After selling a significant portion of the company to an ESOP, the long-time owner suddenly had someone looking over his shoulder – the ESOP Trustees. Issues that never concerned him before were brought to the surface, since they affected company value. Bank reporting included a monthly borrowing base, in which Inventory and Accounts Receivable played a significant role in credit line availability. So, increased interest was focused on those two topics.
The company had over $5 million in inventory and had never done an annual physical count. When their bank finally required a physical as part of their borrowing base reporting, a 10% variance was uncovered. That $500,000 hit to the bottom line needed to be corrected to assure that it was never going to happen again. Controls on inventory movement needed to be put in place, and a program of mutual responsibility among the warehouse staff needed to be instituted. Accurate inventory had to be everyone’s goal.
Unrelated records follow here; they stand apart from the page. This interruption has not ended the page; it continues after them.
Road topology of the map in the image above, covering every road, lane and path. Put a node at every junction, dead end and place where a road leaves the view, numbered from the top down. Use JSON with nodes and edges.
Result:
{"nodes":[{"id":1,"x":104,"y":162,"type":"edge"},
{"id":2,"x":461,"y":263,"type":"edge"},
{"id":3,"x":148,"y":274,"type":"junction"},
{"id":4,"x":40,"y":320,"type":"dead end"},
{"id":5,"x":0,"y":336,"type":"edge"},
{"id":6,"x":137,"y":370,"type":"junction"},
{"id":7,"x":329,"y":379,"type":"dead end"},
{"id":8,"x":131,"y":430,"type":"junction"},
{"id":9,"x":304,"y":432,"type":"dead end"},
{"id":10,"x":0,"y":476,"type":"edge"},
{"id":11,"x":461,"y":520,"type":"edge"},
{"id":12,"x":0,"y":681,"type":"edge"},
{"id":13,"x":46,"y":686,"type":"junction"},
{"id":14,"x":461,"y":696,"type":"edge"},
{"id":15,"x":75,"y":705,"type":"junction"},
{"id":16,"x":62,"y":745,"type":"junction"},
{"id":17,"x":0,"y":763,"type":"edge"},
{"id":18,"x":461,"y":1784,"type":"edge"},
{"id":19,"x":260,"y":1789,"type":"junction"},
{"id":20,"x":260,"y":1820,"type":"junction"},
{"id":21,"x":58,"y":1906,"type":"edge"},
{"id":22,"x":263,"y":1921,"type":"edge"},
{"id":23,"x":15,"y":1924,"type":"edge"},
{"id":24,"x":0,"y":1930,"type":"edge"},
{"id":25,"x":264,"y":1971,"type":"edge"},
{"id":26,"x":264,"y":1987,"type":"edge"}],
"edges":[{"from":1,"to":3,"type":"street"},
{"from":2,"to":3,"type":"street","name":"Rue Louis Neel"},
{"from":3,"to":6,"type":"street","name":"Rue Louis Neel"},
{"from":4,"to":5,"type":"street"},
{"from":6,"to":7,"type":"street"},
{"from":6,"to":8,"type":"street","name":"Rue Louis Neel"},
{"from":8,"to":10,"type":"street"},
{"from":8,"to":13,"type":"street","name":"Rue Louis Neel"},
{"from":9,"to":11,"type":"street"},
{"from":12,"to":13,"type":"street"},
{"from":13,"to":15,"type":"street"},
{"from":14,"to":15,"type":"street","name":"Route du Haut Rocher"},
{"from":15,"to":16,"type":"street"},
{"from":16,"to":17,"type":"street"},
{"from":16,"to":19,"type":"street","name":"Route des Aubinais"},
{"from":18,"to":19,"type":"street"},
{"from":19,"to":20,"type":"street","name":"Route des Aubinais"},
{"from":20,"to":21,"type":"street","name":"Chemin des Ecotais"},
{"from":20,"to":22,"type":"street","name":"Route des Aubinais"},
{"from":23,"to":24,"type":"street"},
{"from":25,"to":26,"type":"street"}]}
Increasingly, it seems that large retailers find new ways of making the lives of their suppliers difficult. Unusually detailed shipping restrictions, hard to meet packaging considerations, specific instructions on timely shipments. Some of these may be necessary for smooth stock operations at the receiving dock. But often, it seems to be just another way of building revenue on the back of the supplier. Care needs to be taken with each shipment to assure compliance. In the accounting department, chargebacks need to be carefully handled to minimize lost profits.
Company profitability is best set on a solid foundation and built brick by brick. Each error, whether it be in Inventory Control or in Accounts Receivable, eats at profitability one small bite at a time. When they are left uncorrected, net income is reduced on a daily and weekly basis. As time passes, more errors and problems get added to the top of the pile. Finally, it’s impossible to see any of those little, inconsequential errors that have reduced the profits of the company so dramatically.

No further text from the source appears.